Task requirements |
The entries follow. Copy every line in which "this" appears.

Source data:
####

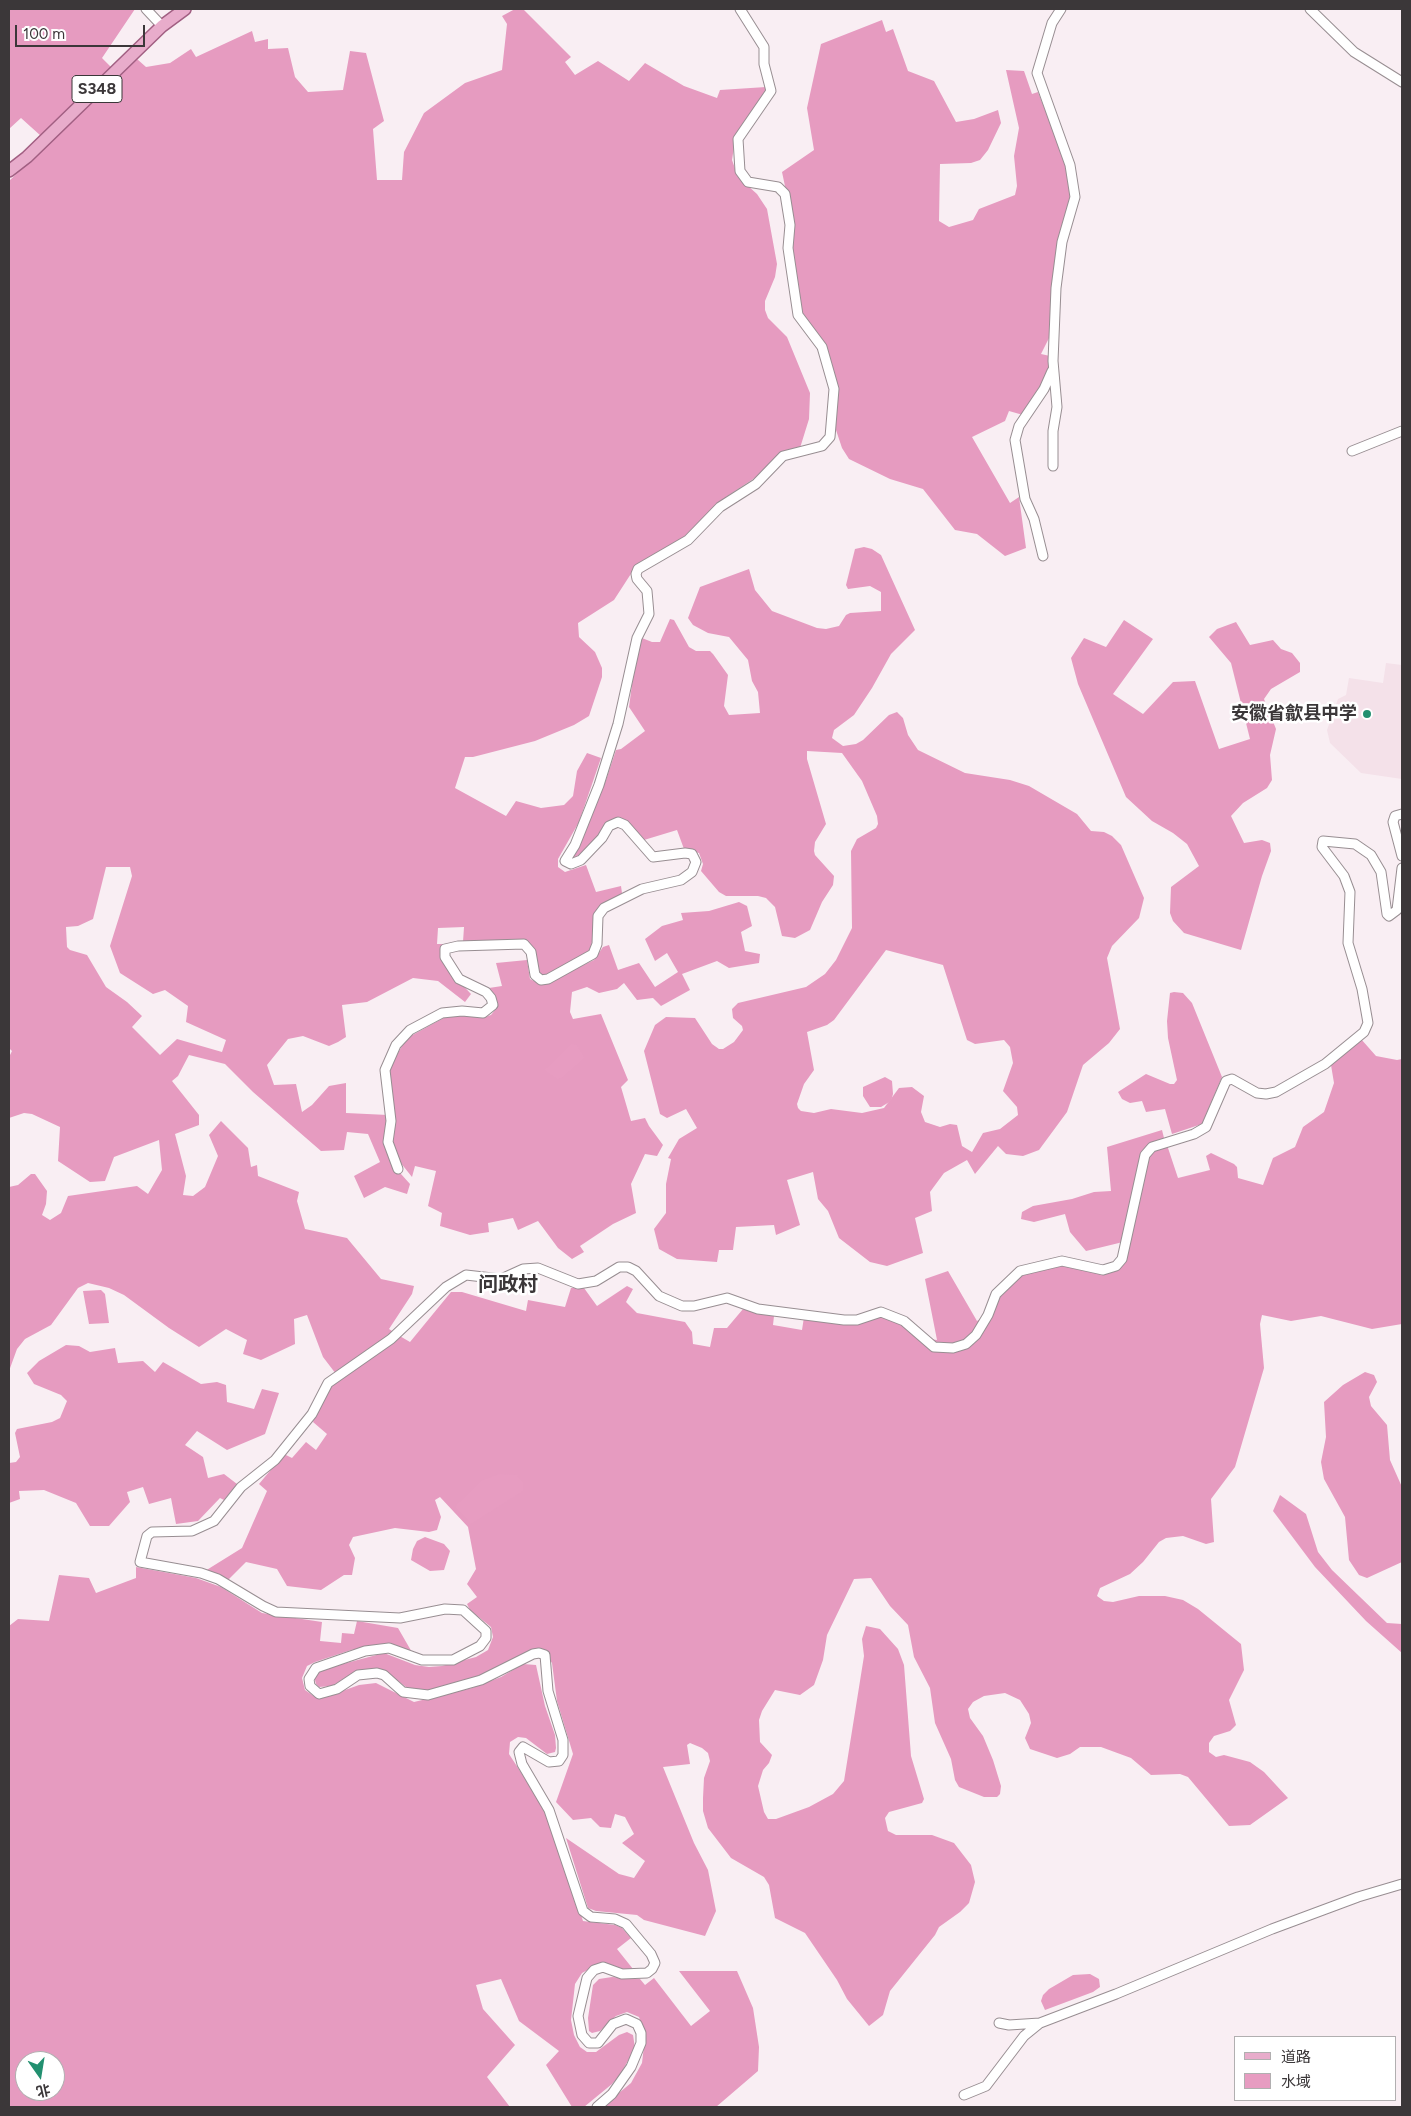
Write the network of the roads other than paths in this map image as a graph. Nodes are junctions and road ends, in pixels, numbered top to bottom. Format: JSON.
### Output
{"nodes":[{"id":1,"x":146,"y":9,"type":"edge"},
{"id":2,"x":185,"y":9,"type":"edge"},
{"id":3,"x":740,"y":9,"type":"edge"},
{"id":4,"x":1061,"y":9,"type":"edge"},
{"id":5,"x":1310,"y":9,"type":"edge"},
{"id":6,"x":162,"y":26,"type":"junction"},
{"id":7,"x":1402,"y":82,"type":"edge"},
{"id":8,"x":9,"y":171,"type":"edge"},
{"id":9,"x":1053,"y":368,"type":"junction"},
{"id":10,"x":1402,"y":432,"type":"edge"},
{"id":11,"x":1352,"y":451,"type":"dead end"},
{"id":12,"x":1052,"y":466,"type":"dead end"},
{"id":13,"x":1043,"y":556,"type":"dead end"},
{"id":14,"x":1402,"y":814,"type":"edge"},
{"id":15,"x":1402,"y":856,"type":"edge"},
{"id":16,"x":1402,"y":868,"type":"edge"},
{"id":17,"x":398,"y":1168,"type":"dead end"},
{"id":18,"x":1402,"y":1884,"type":"edge"},
{"id":19,"x":999,"y":2023,"type":"dead end"},
{"id":20,"x":1040,"y":2023,"type":"junction"},
{"id":21,"x":964,"y":2095,"type":"dead end"},
{"id":22,"x":596,"y":2107,"type":"edge"}],
"edges":[{"from":1,"to":6,"type":"street"},
{"from":2,"to":6,"type":"main road","number":"S348"},
{"from":3,"to":17,"type":"street"},
{"from":4,"to":9,"type":"street"},
{"from":5,"to":7,"type":"street"},
{"from":6,"to":8,"type":"main road","number":"S348"},
{"from":9,"to":12,"type":"street"},
{"from":9,"to":13,"type":"street"},
{"from":10,"to":11,"type":"street"},
{"from":14,"to":15,"type":"street"},
{"from":16,"to":22,"type":"street"},
{"from":18,"to":20,"type":"street"},
{"from":19,"to":20,"type":"street"},
{"from":20,"to":21,"type":"street"}]}
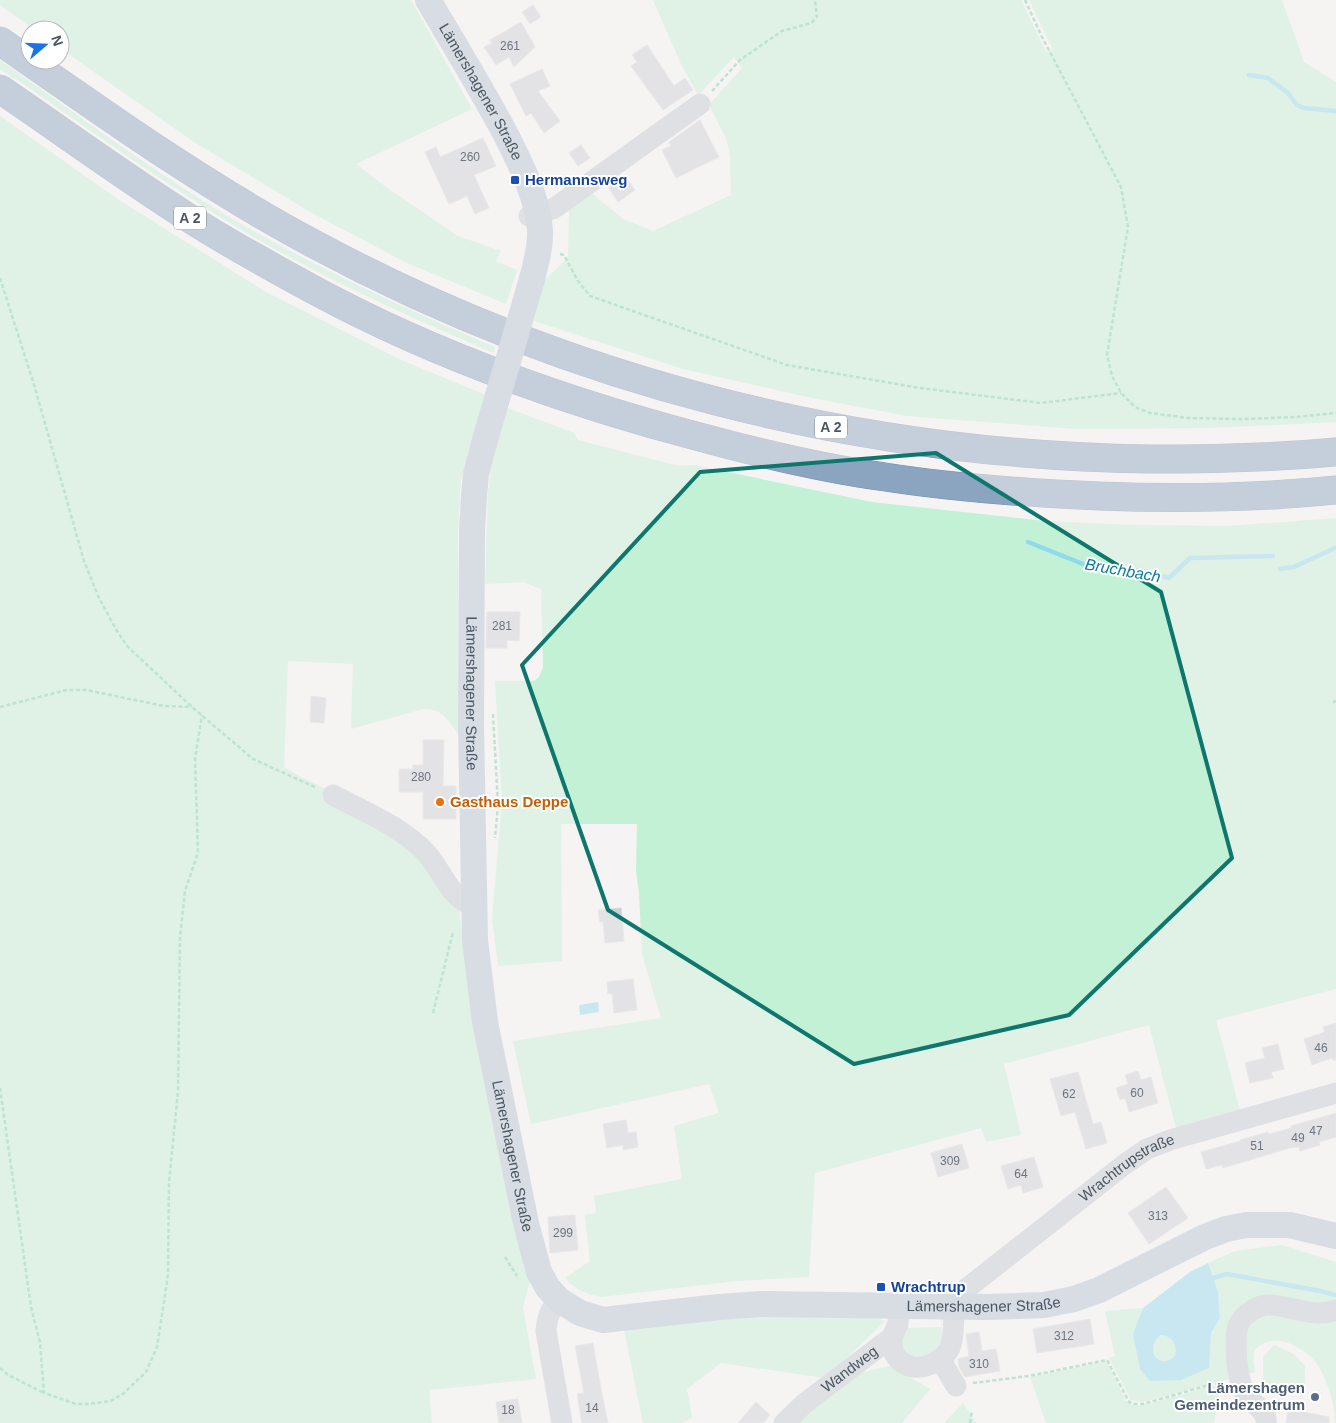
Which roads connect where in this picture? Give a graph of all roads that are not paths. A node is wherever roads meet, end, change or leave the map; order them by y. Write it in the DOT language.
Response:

####

Reply |
Write the network of the roads other than paths in this map image as a graph. Nodes are junctions and road ends, in pixels, numbered top to bottom. Format: JSON.
Which roads connect where in this picture? Give a graph of all roads that are not paths. A node is wherever roads meet, end, change or leave the map; order them by y. Write it in the DOT language.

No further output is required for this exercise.